Recognition of nucleosides at adenosine receptors (ARs) is supported by multiple X-ray structures, but the structure of an adenine complex is unknown. We examined the selectivity of predicted A1AR and A3AR adenine antagonists that incorporated known agonist affinity-enhancing N6 and C2 substituents.
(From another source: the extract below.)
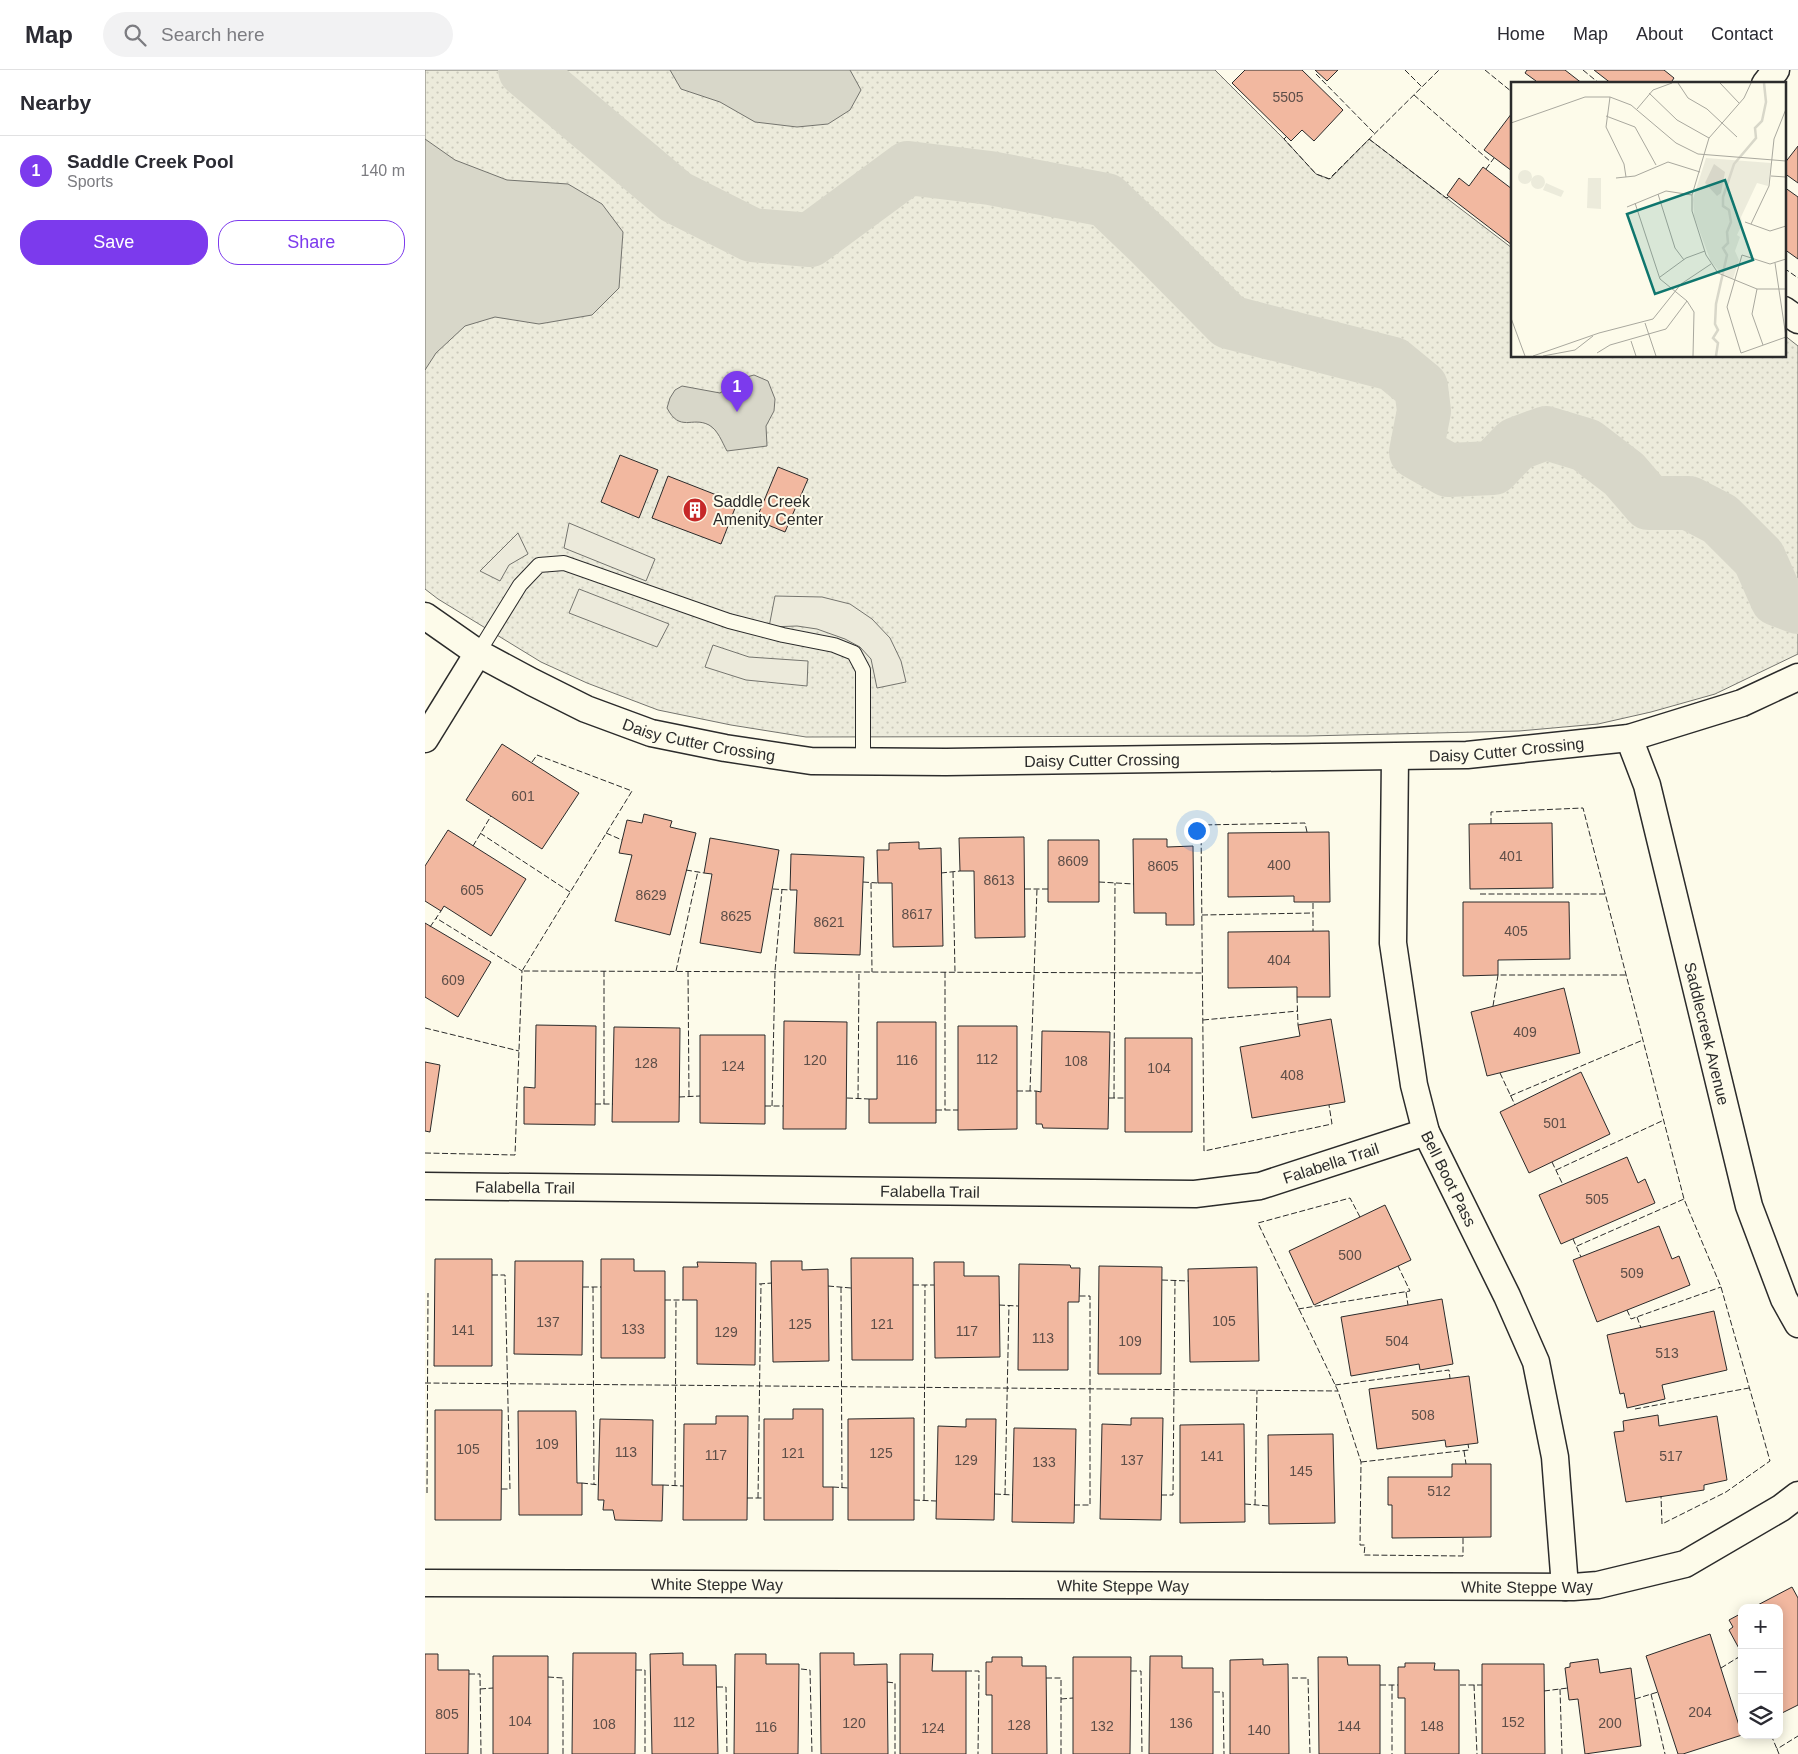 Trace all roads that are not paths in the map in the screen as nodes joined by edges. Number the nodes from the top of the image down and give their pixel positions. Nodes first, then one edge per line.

Adenines with A1AR-favoring N6-alkyl, cycloalkyl and arylalkyl substitutions combined with an A3AR-favoring 2-((5-chlorothiophen-2-yl)ethynyl) group were human (h) A3AR-selective, e.g. MRS7497 17 (∼1000-fold over A1AR). In addition, binding selectivity over hA2AAR and hA2BAR and functional A3AR antagonism were demonstrated. 17 was subjected to computational docking and molecular dynamics simulation in a hA3AR homology model to predict interactions. The SAR of nucleoside AR agonists was not recapitulated in adenine AR antagonists, and modeling suggested an alternative, inverted binding mode with the key N2506.55 H-bonding to the adenine N3 and N9, instead of N6 and N7 as in adenosine agonists.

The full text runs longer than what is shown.